We had a candidate that we thought could make a difference and we
worked to that end. Who wants to be on a team that isn't going
to make any difference? A friend of mine can't get anyone
to be on his church's Board. One of the reasons may be is
that they don't think they can change anything. Impotency
is the biggest danger to any team. Once you feel impotent,
you are just going through the motions and wasting everyone's time.
I don't even know why people allow impotent teams to continue.
It is like they like to share the pain.
The
mission statement of every great team is always "we want to
change the world." That is true in the church too.
Great teams want to make a positive impact on the church and community.
If they don't, they are wasting my time and meeting room space.
-
Great
teams aren't always cool. We live in a culture that worships
cool. Teams are authentic. That means that we have to
risk something and sometimes put ourselves in positions that don't
always show our manipulated and projected self image. If you
want to be cool, get off my team. Teams need people to be
real. Without authenticity, we are playing games. It
may take us a while to get to that place but if you aren't interesting
in coming along, others will be more than willing to take your place.
-
Great
teams are online. The greatest communication revolution
of all time is here and team is about communication. I am
not talking about a team website (although in context of idea #9,
it isn't a bad idea) but with e-mail, intranets, and instant messaging.

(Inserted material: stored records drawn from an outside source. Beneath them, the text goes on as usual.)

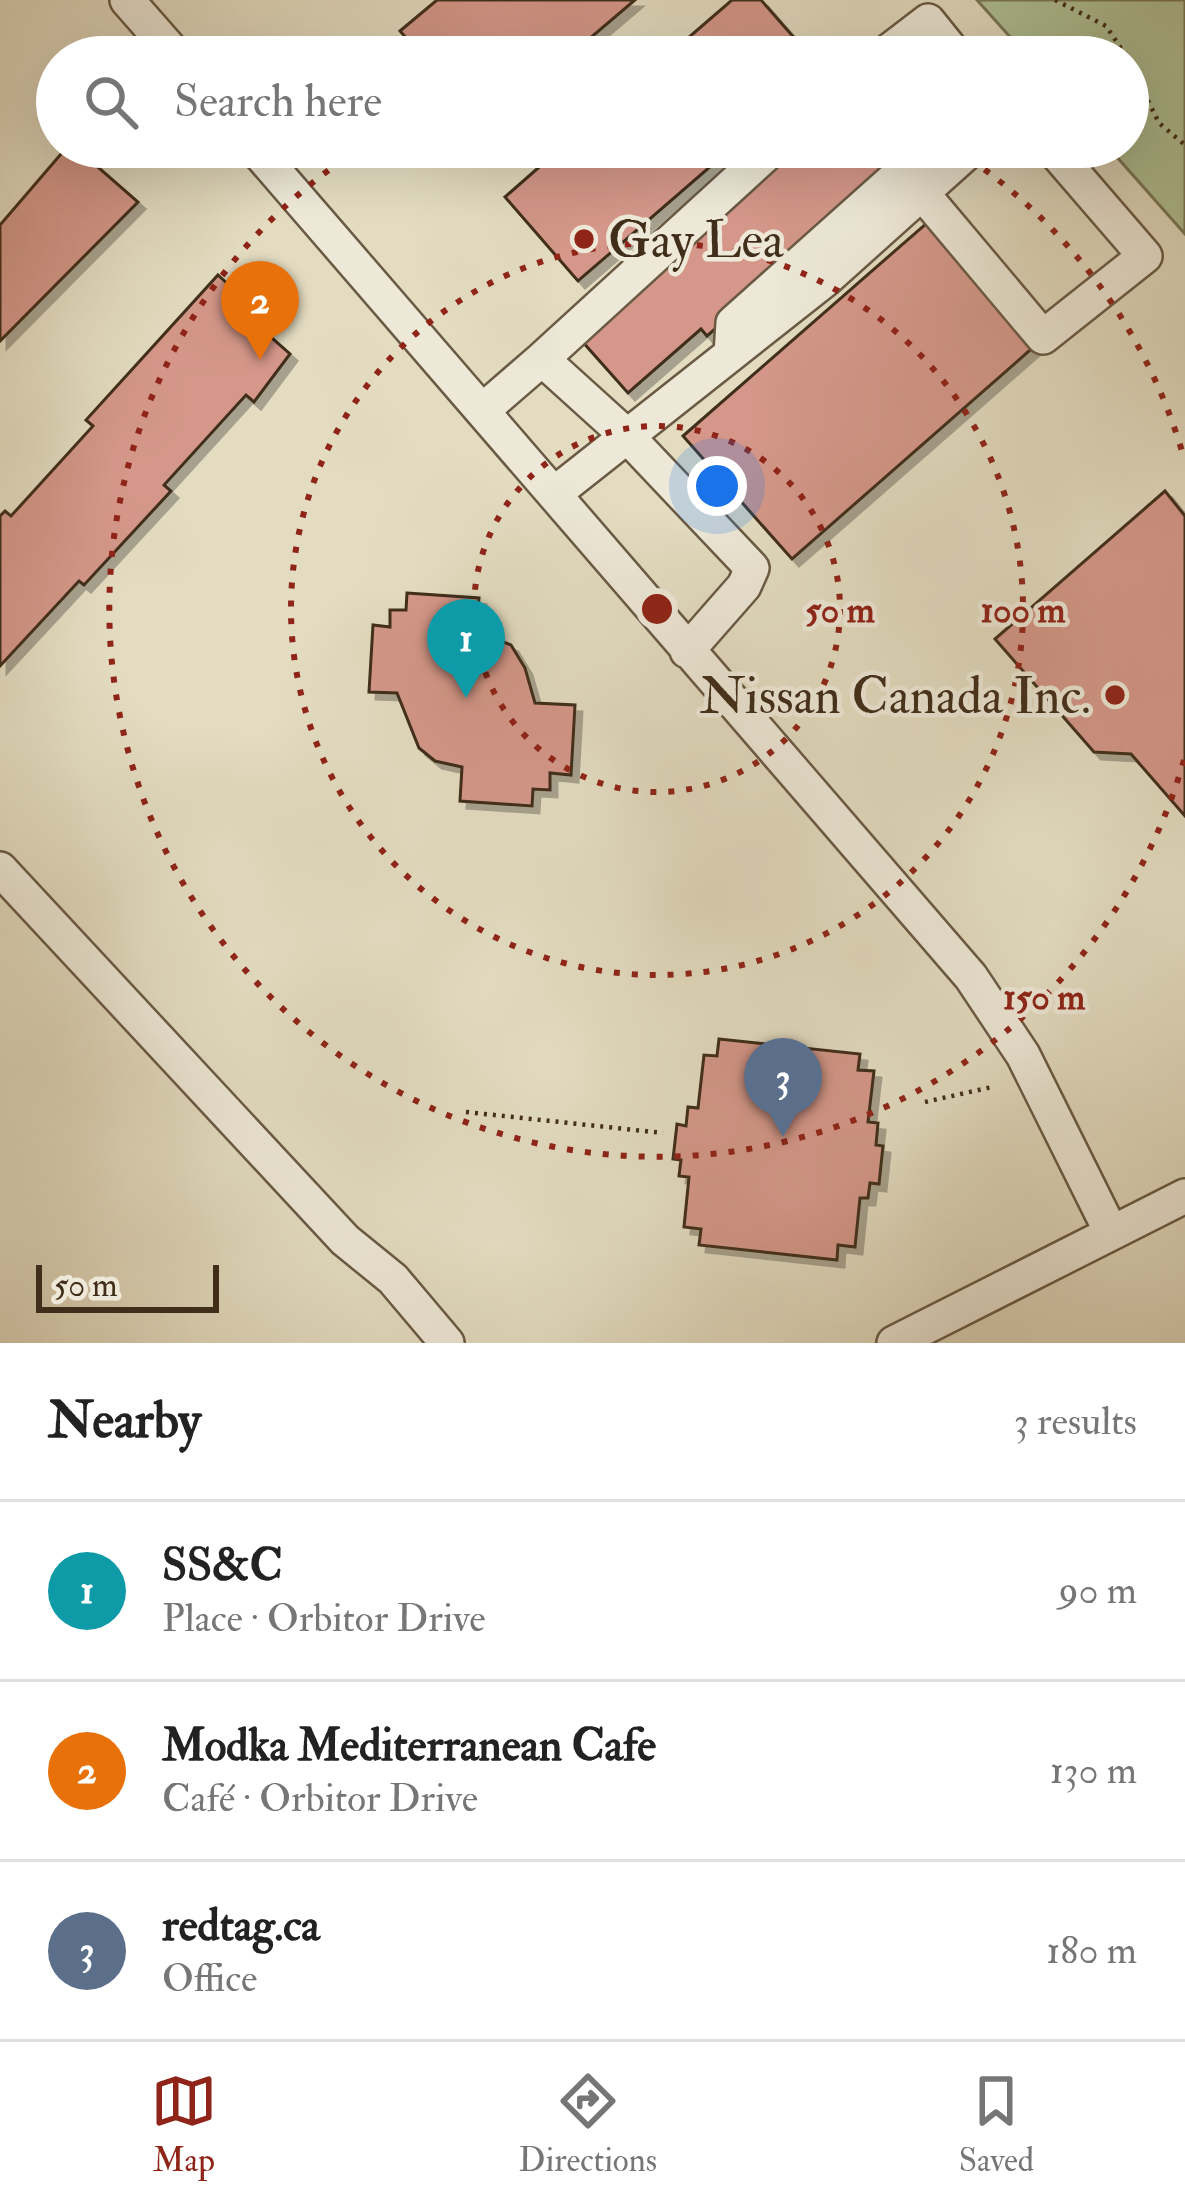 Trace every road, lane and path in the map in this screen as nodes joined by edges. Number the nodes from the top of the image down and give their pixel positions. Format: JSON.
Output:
{"nodes":[{"id":1,"x":127,"y":0,"type":"edge"},
{"id":2,"x":1055,"y":0,"type":"edge"},
{"id":3,"x":158,"y":36,"type":"edge"},
{"id":4,"x":908,"y":36,"type":"edge"},
{"id":5,"x":940,"y":36,"type":"edge"},
{"id":6,"x":1113,"y":36,"type":"edge"},
{"id":7,"x":1149,"y":101,"type":"edge"},
{"id":8,"x":1185,"y":145,"type":"edge"},
{"id":9,"x":272,"y":168,"type":"edge"},
{"id":10,"x":751,"y":168,"type":"edge"},
{"id":11,"x":906,"y":168,"type":"edge"},
{"id":12,"x":950,"y":168,"type":"edge"},
{"id":13,"x":1070,"y":168,"type":"edge"},
{"id":14,"x":922,"y":193,"type":"junction"},
{"id":15,"x":731,"y":353,"type":"junction"},
{"id":16,"x":542,"y":358,"type":"junction"},
{"id":17,"x":482,"y":411,"type":"junction"},
{"id":18,"x":627,"y":436,"type":"junction"},
{"id":19,"x":554,"y":494,"type":"junction"},
{"id":20,"x":687,"y":651,"type":"junction"},
{"id":21,"x":0,"y":869,"type":"edge"},
{"id":22,"x":992,"y":1087,"type":"dead end"},
{"id":23,"x":925,"y":1102,"type":"dead end"},
{"id":24,"x":466,"y":1112,"type":"dead end"},
{"id":25,"x":663,"y":1133,"type":"dead end"},
{"id":26,"x":1185,"y":1196,"type":"edge"},
{"id":27,"x":1111,"y":1232,"type":"junction"},
{"id":28,"x":446,"y":1343,"type":"edge"},
{"id":29,"x":894,"y":1343,"type":"edge"}],
"edges":[{"from":1,"to":3,"type":"street"},
{"from":2,"to":6,"type":"path"},
{"from":4,"to":5,"type":"street"},
{"from":7,"to":8,"type":"path"},
{"from":9,"to":17,"type":"street"},
{"from":10,"to":16,"type":"street"},
{"from":11,"to":15,"type":"street"},
{"from":12,"to":14,"type":"street"},
{"from":13,"to":14,"type":"street"},
{"from":14,"to":15,"type":"street"},
{"from":15,"to":18,"type":"street"},
{"from":16,"to":17,"type":"street"},
{"from":16,"to":18,"type":"street"},
{"from":17,"to":19,"type":"street"},
{"from":18,"to":19,"type":"street"},
{"from":18,"to":20,"type":"street"},
{"from":19,"to":20,"type":"street"},
{"from":20,"to":27,"type":"street"},
{"from":21,"to":28,"type":"street"},
{"from":22,"to":23,"type":"path"},
{"from":24,"to":25,"type":"path"},
{"from":26,"to":27,"type":"street"},
{"from":27,"to":29,"type":"street"}]}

I talk to my team both day and night from home and work via Yahoo!
Instant Messenger. Our projects are tracked via our intranet/mailing
list at Yahoo! Groups. Get online and learn to communicate
as a group. Great teams aren't online because they have to
be online, they are online because they want to communicate.
Teams also love things that speed up some processes. Why?

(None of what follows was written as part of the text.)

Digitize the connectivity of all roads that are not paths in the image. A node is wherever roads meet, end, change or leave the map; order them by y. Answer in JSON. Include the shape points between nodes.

We have lives at home too and it is nice to spend some time there.
-
Great
teams are lead by great listeners. A friend of mine went
to his team leader at the church to talk over some problems he was
having with the team. He left frustrated because he felt that
he was completely ignored. That was his last day of effective
ministry under that leader. I had some "leaders"

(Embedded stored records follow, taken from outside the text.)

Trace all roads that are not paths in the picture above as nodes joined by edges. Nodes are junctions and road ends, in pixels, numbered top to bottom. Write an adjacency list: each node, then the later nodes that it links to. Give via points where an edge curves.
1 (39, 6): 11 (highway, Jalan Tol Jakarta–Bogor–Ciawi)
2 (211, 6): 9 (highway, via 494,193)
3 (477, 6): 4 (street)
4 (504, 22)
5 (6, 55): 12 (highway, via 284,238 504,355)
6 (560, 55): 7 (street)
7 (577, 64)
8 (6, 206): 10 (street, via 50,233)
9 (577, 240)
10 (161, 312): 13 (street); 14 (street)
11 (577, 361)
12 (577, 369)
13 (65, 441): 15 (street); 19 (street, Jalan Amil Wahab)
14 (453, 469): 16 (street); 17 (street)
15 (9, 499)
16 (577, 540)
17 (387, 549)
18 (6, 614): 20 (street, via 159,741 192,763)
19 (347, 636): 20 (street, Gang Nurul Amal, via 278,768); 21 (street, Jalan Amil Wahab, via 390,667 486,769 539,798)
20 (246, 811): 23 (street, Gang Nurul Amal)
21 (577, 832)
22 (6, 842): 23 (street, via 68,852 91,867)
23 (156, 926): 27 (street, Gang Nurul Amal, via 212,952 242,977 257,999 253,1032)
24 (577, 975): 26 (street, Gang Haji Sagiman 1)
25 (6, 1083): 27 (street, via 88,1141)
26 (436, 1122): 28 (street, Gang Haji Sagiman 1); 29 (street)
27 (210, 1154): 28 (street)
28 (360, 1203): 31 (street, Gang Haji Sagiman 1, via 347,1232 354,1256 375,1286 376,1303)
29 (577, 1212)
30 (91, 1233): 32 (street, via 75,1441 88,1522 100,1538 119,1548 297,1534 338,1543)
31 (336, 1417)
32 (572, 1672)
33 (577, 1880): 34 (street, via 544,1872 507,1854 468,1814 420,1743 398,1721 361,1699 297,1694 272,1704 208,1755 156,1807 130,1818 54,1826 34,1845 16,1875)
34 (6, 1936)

give one of the teams that I am on a whole new process and concepts
of ministry once. I was confused and a little overwhelmed
by all the new data. This seemed to perturb some of the leaders
and when confronted, I said that "I needed some more time to
process this information." One of the leaders immediately
became frustrated and started to challenge my confusion (not an
overly productive conversation) while the other leader quietly listened
to my concerns. I was later able to go to him and talk things
through. I lost a lot of confidence in the person who couldn't
or wouldn't listen to my concerns while gaining confidence in the
one that did listen. If you can't listen to and work through
what is being said to those on the team, you can't lead it anywhere
and are just deadwood. Someone who can't listen is dragging
everyone else under and disempowers faster than you can say "apathy."
-
Great
teams are rarely surprised. This goes along with the last
point. The reason I was feeling overwhelmed and frustrated
is that I had all of it dumped on me without knowing it was coming.
If you are on a team with great people and you trust them, you shouldn't
have to surprise them with anything. Data and ideas don't
need to be protected or sheltered on a great team. They are
presented earlier in the process for the simple reason that we trust
each other to work things out. If you can't trust your team,
then you are wasting yours and their time.
-
Great
teams trust each other. I was on a team once where there
was an element of mistrust. Even if one person does not trust
the others around the table, it starts to erode the team element.
When I trust those around me, it frees me to do what I do best instead
of checking up on them. When I am trusted, I know I stretch
my wings and go places where I may not have gone before. It
gives me the confidence to think outside and leave the box and explore
new possibilities. It allows me to think revolutionary thoughts
instead of wondering if anyone cares about what I am thinking.
Trust liberates teams. Distrust destroys them.
-
Great
teams may not have a great leader. It is all about a great
solo leader right? Not any more. If you aren't a great
leader leading a great team, you need to realize it. If you
are a leader in name only, then you have to find the real leader
or maybe accept team leadership. If your focus is clear enough,
you may not even need a leader, the path may be set. The path
leads you, not a person. The leader may articulate that vision
but if he or she really has to lead us, then we are all in trouble.
-
Great
teams stand up for each other. If someone from the outside
wants to call out a member of the team, the rest are ready to take
some of the fall. They rise and they fall together.
It isn't about getting all the glory nor is it about avoiding the
fall. There is no shame in giving it all and failing.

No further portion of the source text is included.